[[ Records for the task open ]]

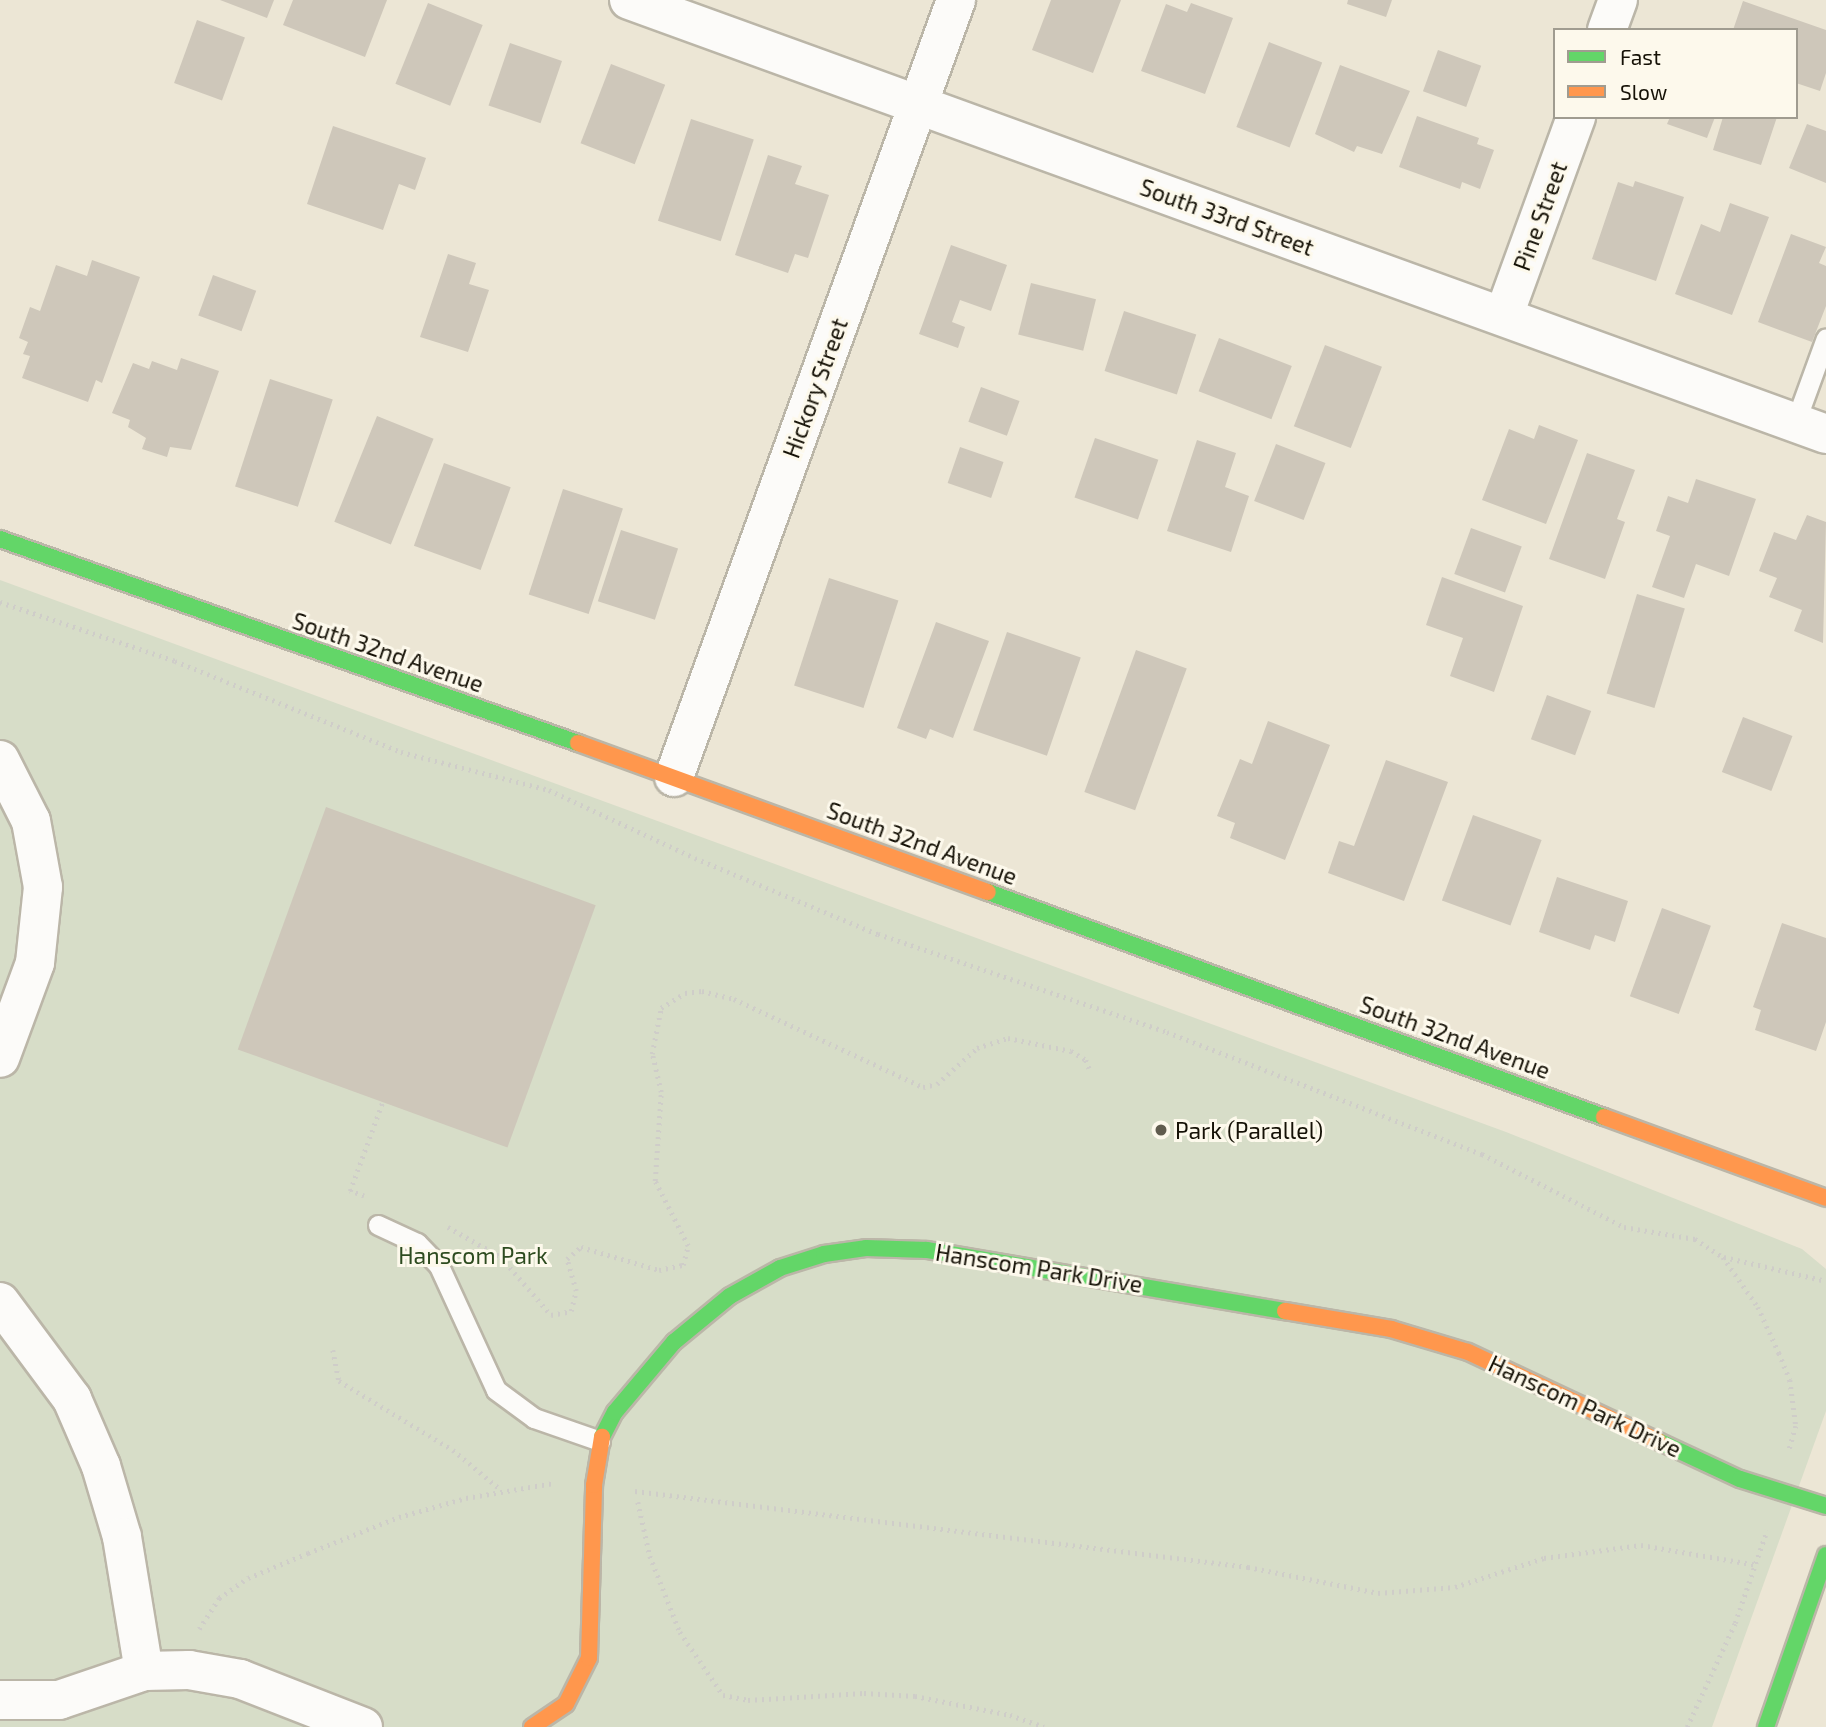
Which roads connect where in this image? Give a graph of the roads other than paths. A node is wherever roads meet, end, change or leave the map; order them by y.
1 (629, 0) edge
2 (956, 0) edge
3 (1618, 0) edge
4 (1608, 28) edge
5 (918, 108) junction
6 (1575, 119) edge
7 (1504, 315) junction
8 (1826, 338) edge
9 (1811, 428) edge
10 (0, 539) edge
11 (0, 760) edge
12 (674, 777) junction
13 (0, 1058) edge
14 (1826, 1198) edge
15 (378, 1225) dead end
16 (0, 1302) edge
17 (600, 1441) junction
18 (1826, 1506) edge
19 (1826, 1555) edge
20 (144, 1671) junction
21 (0, 1700) edge
22 (362, 1727) edge
23 (531, 1727) edge
24 (1766, 1727) edge

1 - 5 street, South 33rd Street
2 - 5 street, Hickory Street
3 - 4 street
5 - 7 street, South 33rd Street
5 - 12 street, Hickory Street
6 - 7 street, Pine Street
7 - 9 street, South 33rd Street
8 - 9 lane
10 - 12 street, South 32nd Avenue
11 - 13 street
12 - 14 street, South 32nd Avenue
15 - 17 lane
16 - 20 street
17 - 18 street, Hanscom Park Drive
17 - 23 street, Hanscom Park Drive
19 - 24 street
20 - 21 street
20 - 22 street

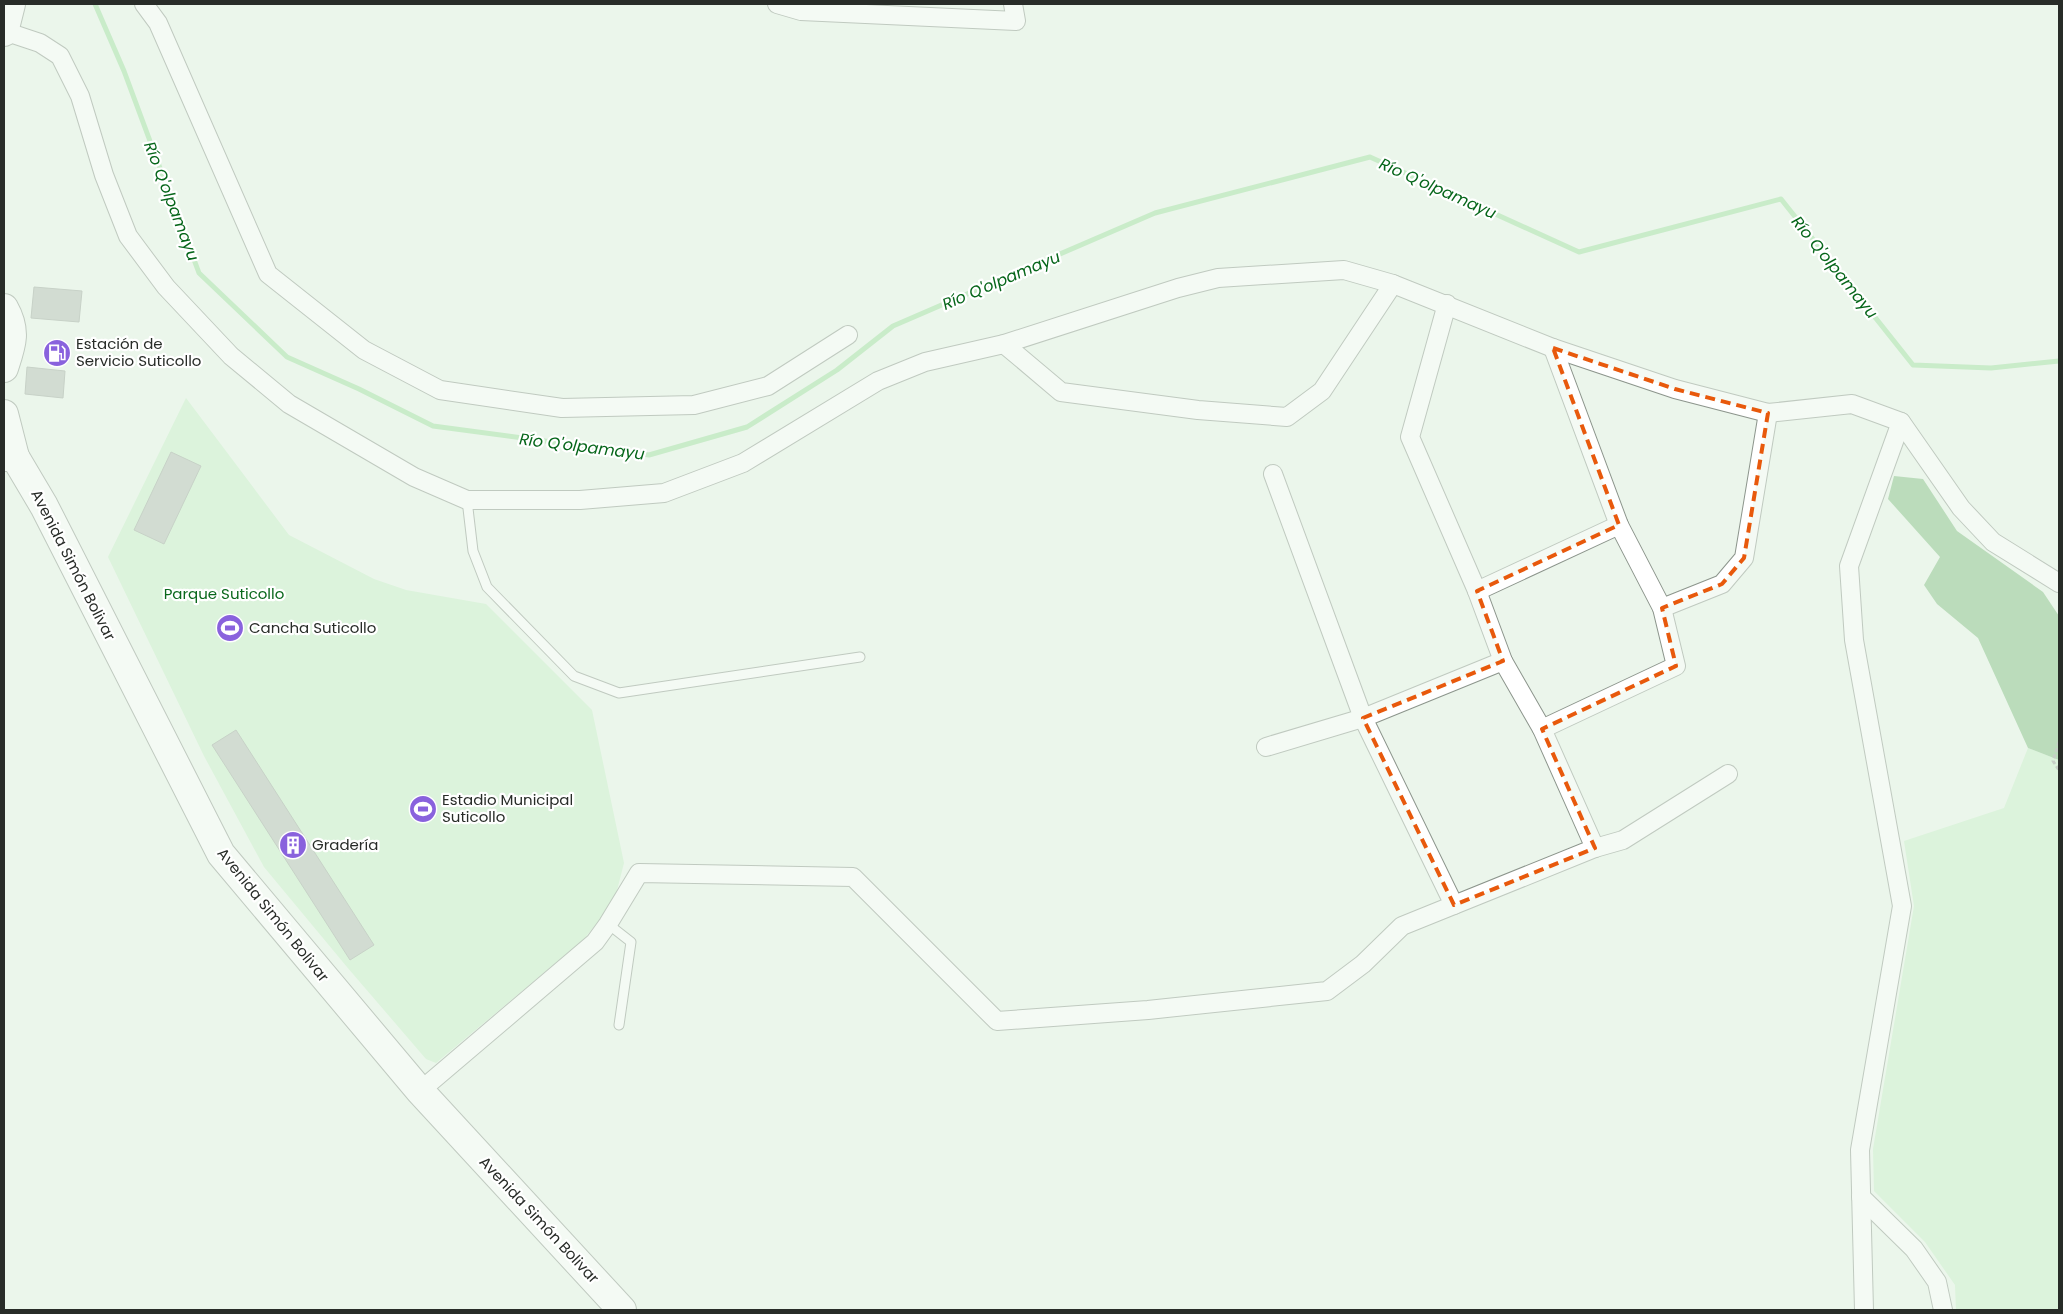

[[ Records for the task closed ]]

» **Problem details**
Among the records, find all lines that include the string "South" and return them.

» **Answer space**
1 - 5 street, South 33rd Street
5 - 7 street, South 33rd Street
7 - 9 street, South 33rd Street
10 - 12 street, South 32nd Avenue
12 - 14 street, South 32nd Avenue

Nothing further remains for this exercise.